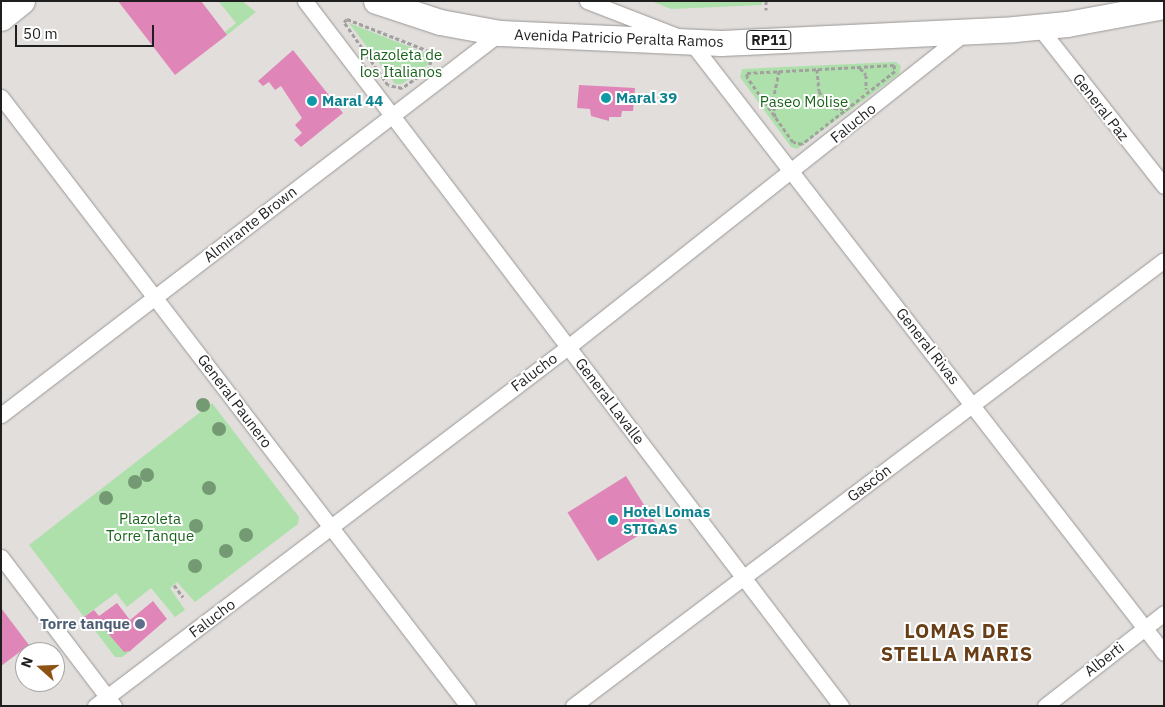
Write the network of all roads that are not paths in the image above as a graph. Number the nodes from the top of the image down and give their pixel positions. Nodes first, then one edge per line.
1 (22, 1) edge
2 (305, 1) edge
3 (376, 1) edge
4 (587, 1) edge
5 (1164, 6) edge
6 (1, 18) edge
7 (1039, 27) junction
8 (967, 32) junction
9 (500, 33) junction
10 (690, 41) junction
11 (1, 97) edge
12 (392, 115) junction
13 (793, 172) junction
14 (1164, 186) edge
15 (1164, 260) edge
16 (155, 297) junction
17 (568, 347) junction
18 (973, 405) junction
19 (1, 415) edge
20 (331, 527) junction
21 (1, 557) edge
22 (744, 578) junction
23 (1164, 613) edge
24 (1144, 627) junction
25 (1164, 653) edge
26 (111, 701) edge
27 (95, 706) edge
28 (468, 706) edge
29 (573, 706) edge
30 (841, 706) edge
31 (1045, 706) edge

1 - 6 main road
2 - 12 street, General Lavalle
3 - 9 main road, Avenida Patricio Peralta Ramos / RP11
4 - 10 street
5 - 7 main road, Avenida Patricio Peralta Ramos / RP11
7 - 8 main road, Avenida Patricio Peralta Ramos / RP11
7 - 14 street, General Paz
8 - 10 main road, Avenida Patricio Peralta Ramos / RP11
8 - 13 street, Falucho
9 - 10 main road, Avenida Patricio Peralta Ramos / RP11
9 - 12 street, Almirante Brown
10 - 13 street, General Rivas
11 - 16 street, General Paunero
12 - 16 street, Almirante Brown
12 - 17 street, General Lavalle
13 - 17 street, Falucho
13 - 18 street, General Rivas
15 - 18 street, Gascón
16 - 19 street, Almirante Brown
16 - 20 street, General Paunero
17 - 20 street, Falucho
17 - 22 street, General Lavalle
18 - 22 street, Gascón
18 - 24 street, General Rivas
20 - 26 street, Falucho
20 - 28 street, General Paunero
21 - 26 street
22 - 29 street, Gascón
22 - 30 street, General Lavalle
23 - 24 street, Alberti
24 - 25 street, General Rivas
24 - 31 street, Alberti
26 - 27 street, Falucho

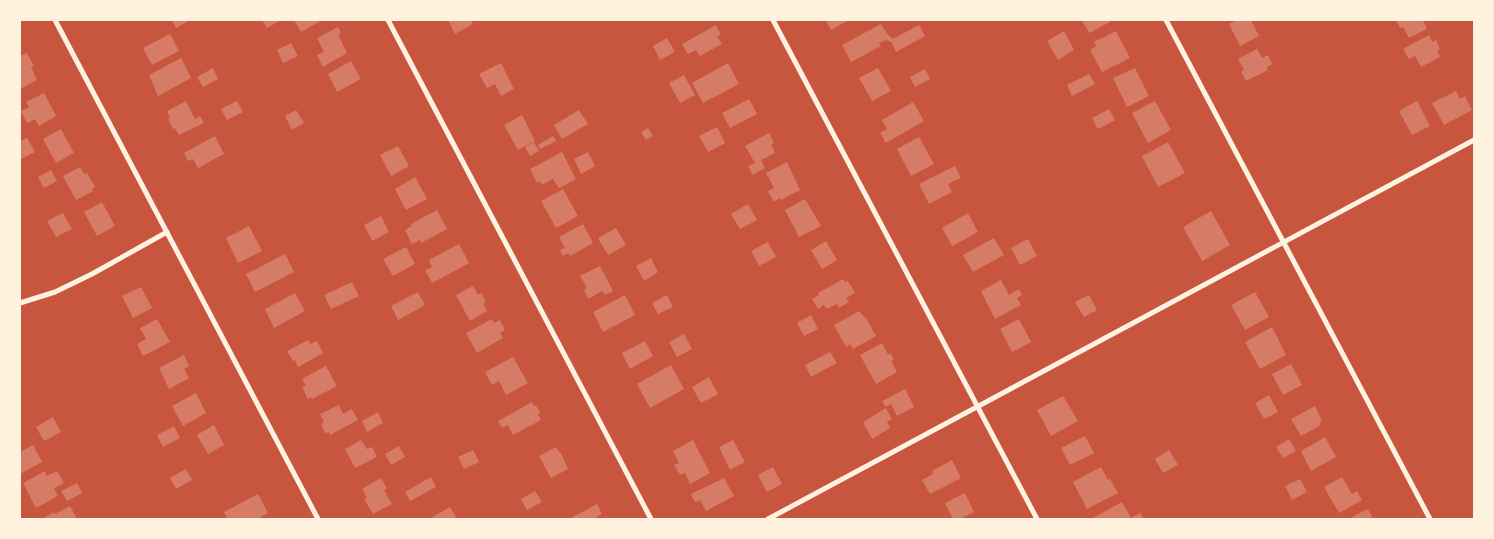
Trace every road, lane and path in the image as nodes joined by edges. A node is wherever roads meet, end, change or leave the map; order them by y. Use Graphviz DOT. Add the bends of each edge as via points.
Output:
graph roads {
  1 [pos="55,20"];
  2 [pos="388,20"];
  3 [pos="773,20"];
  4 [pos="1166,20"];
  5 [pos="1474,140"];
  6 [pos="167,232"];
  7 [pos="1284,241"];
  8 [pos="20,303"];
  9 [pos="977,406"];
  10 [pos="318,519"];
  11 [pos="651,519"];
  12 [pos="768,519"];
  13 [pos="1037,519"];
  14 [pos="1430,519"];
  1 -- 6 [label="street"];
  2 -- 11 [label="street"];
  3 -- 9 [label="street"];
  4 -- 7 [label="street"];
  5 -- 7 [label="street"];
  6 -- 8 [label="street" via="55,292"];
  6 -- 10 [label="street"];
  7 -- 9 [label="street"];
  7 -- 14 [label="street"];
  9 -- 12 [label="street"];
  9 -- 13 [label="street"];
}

_What is needed_: Retype the whole of the data verbatim. Skip every picture.

_Response area_:
Write the network of all roads that are not paths in the image above as a graph. Number the nodes from the top of the image down and give their pixel positions. Nodes first, then one edge per line.
1 (22, 1) edge
2 (305, 1) edge
3 (376, 1) edge
4 (587, 1) edge
5 (1164, 6) edge
6 (1, 18) edge
7 (1039, 27) junction
8 (967, 32) junction
9 (500, 33) junction
10 (690, 41) junction
11 (1, 97) edge
12 (392, 115) junction
13 (793, 172) junction
14 (1164, 186) edge
15 (1164, 260) edge
16 (155, 297) junction
17 (568, 347) junction
18 (973, 405) junction
19 (1, 415) edge
20 (331, 527) junction
21 (1, 557) edge
22 (744, 578) junction
23 (1164, 613) edge
24 (1144, 627) junction
25 (1164, 653) edge
26 (111, 701) edge
27 (95, 706) edge
28 (468, 706) edge
29 (573, 706) edge
30 (841, 706) edge
31 (1045, 706) edge

1 - 6 main road
2 - 12 street, General Lavalle
3 - 9 main road, Avenida Patricio Peralta Ramos / RP11
4 - 10 street
5 - 7 main road, Avenida Patricio Peralta Ramos / RP11
7 - 8 main road, Avenida Patricio Peralta Ramos / RP11
7 - 14 street, General Paz
8 - 10 main road, Avenida Patricio Peralta Ramos / RP11
8 - 13 street, Falucho
9 - 10 main road, Avenida Patricio Peralta Ramos / RP11
9 - 12 street, Almirante Brown
10 - 13 street, General Rivas
11 - 16 street, General Paunero
12 - 16 street, Almirante Brown
12 - 17 street, General Lavalle
13 - 17 street, Falucho
13 - 18 street, General Rivas
15 - 18 street, Gascón
16 - 19 street, Almirante Brown
16 - 20 street, General Paunero
17 - 20 street, Falucho
17 - 22 street, General Lavalle
18 - 22 street, Gascón
18 - 24 street, General Rivas
20 - 26 street, Falucho
20 - 28 street, General Paunero
21 - 26 street
22 - 29 street, Gascón
22 - 30 street, General Lavalle
23 - 24 street, Alberti
24 - 25 street, General Rivas
24 - 31 street, Alberti
26 - 27 street, Falucho

Trace every road, lane and path in the image as nodes joined by edges. A node is wherever roads meet, end, change or leave the map; order them by y. Use Graphviz DOT. Add the bends of each edge as via points.
Output:
graph roads {
  1 [pos="55,20"];
  2 [pos="388,20"];
  3 [pos="773,20"];
  4 [pos="1166,20"];
  5 [pos="1474,140"];
  6 [pos="167,232"];
  7 [pos="1284,241"];
  8 [pos="20,303"];
  9 [pos="977,406"];
  10 [pos="318,519"];
  11 [pos="651,519"];
  12 [pos="768,519"];
  13 [pos="1037,519"];
  14 [pos="1430,519"];
  1 -- 6 [label="street"];
  2 -- 11 [label="street"];
  3 -- 9 [label="street"];
  4 -- 7 [label="street"];
  5 -- 7 [label="street"];
  6 -- 8 [label="street" via="55,292"];
  6 -- 10 [label="street"];
  7 -- 9 [label="street"];
  7 -- 14 [label="street"];
  9 -- 12 [label="street"];
  9 -- 13 [label="street"];
}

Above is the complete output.